At last, I can post what I wrote (and could only save on my computer) a week ago!
If the whole of this short were as good as its first half, it might be in the top rank of the Shemps, despite its repetition of sequences from earlier shorts. There is certainly an abundance of excellent Shemp action in it. My favorite bit of it is the testing of the doorbell. It begins with a rare instance of subtle dialogue writing when Moe, apparently irrelevantly, says to Mrs. Morton as Shemp rushes off to test the doorbell, "You know, he's known as Lightning!" Only when Shemp, with great wind-up, presses the button and gets electrified do we see the significance of Moe's line.
We get both Vernon Dent and Emil Sitka in characteristic roles. Dent is back on the bench, if showing more patience than usual, despite getting a chicken in his face in the opening scene. (The boys are lucky that officers Ryan and Casey are so incompetent in pursuing fleeing suspects.) Sitka is excellent as a temperamental French chef. "Go on, you French poodle; your father's got fleas!" mutters Moe, in a faint foreshadowing of the abuse that comes from the Frenchman of
Monty Python and the Holy Grail ("Your mother was a hamster, and your father smelt of elderberries!"). Less dangerous than his explosive Italian predecessor in
An Ache in Every Stake, who flings a knife at Curly's head, "Monsieur Buddy" merely calls Moe, with a bit of prompting from the latter, an imbecile, and then, after getting a bowl of batter catapulted on to his head by Moe's fall off the table, resigns his position.
The whole doorbell-repair sequence is top-notch. "I'll murder somebody!" yells Moe from inside the wall, when only his legs are sticking out of it, Larry and Shemp having pulled him through head-first from the other side. I still laugh every time I see those two react to Moe's forcible emergence. "Look what came through the wall!" says Larry. Instead of recognizing him, Shemp, seeing the bits of plaster sticking out of his mouth, exclaims, "A gopher!", and Larry, as if he could seriously mistake a full-sized human being for a small rodent, immediately begins banging on Moe's head with the blunt end of a hatchet.

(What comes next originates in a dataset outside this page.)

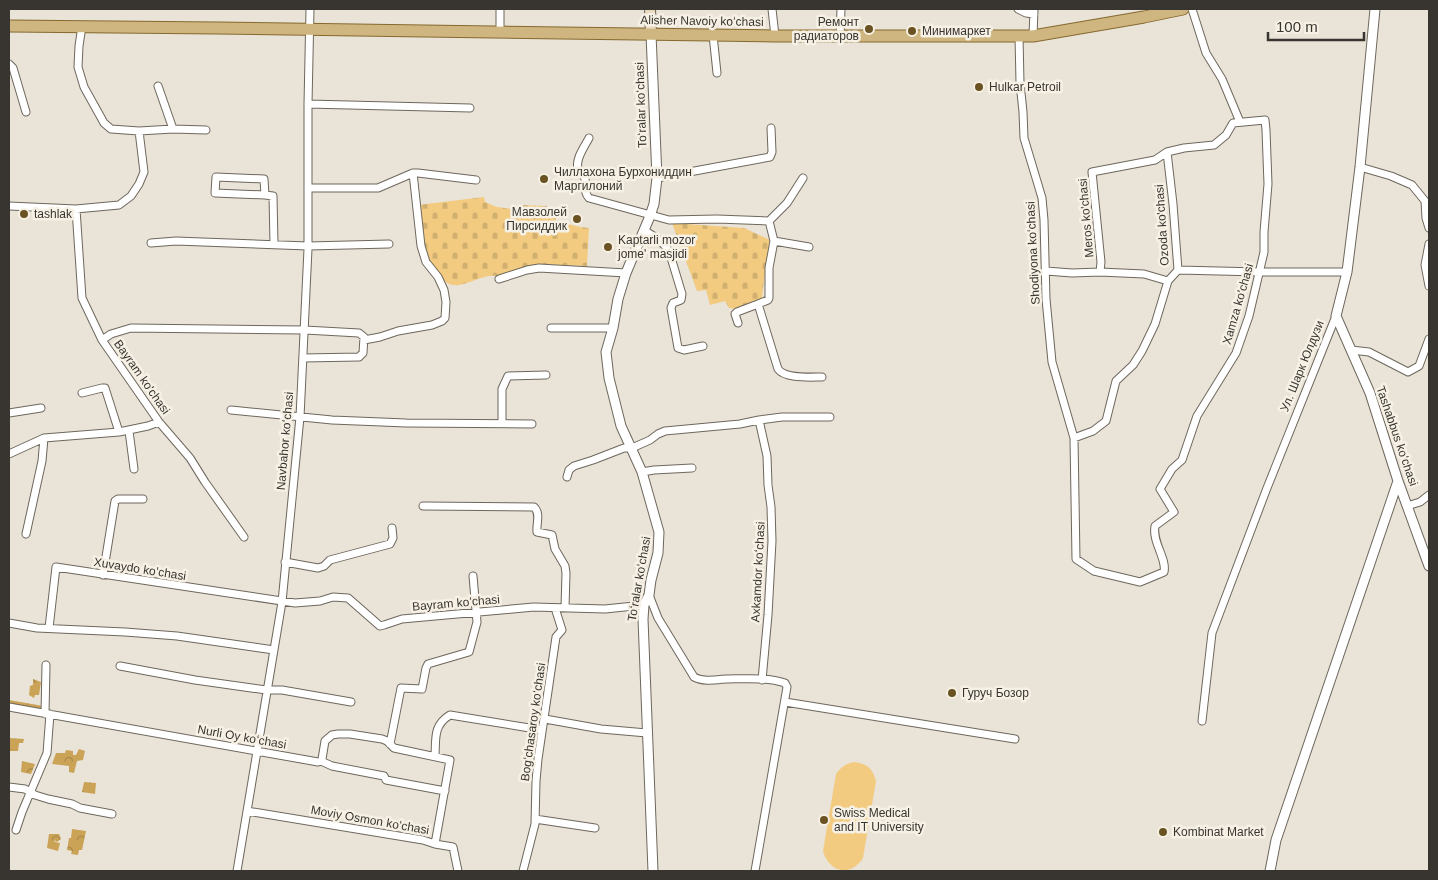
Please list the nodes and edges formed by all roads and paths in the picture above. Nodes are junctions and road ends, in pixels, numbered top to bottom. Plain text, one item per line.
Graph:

Unfortunately, things get a lot duller once the boys are done with "fixing" the doorbell and move on to "fixing" the dinner. The exploding cake at the end is lamely done, especially by comparison with the original version. There, the cake exploded with the force of a bomb, and the sudden devastation was vividly captured: here, the explosion looks and sounds like nothing more than a magician's stage effect, the bits of cake are applied to the faces of the victims in a comparatively dainty way. An utterly disappointing execution of a potentially very funny gag.
Some good dialogue bits in this one:
Mrs. Morton: Can you fix it?
Moe: Can we fix it!
Larry: Can we fix it!
Shemp: Can we?
And, of course, the reprise after they have finished their work:
Mrs. Morton: And did you fix it?
Moe: Did we fix it!
Larry: Did we fix it!
Shemp: (opens mouth to speak; Larry and Moe stifle him)
Larry: Yes!
A little ridicule of Anglophile or at any rate non-proletarian pronunciations of words is always in order:
Mrs. Morton: This vase ["vahz"] is worth three thousand dollars!
The three: "Vahz"!
Moe: (miming a monocle in his eye) Say what, Larry, old boy?
Shemp: (to Larry) Do you have a bloater?
Larry: (to Shemp) No, but I have a sardine!
(Can anyone explain that last exchange? I think it's funny, but I have no idea what a "bloater" is or what it has to do with a sardine.)
And then there are the little things:
Shemp: (on one side of the wall) Tough, eh?
Moe: (on the other side of the wall) Mutiny, eh?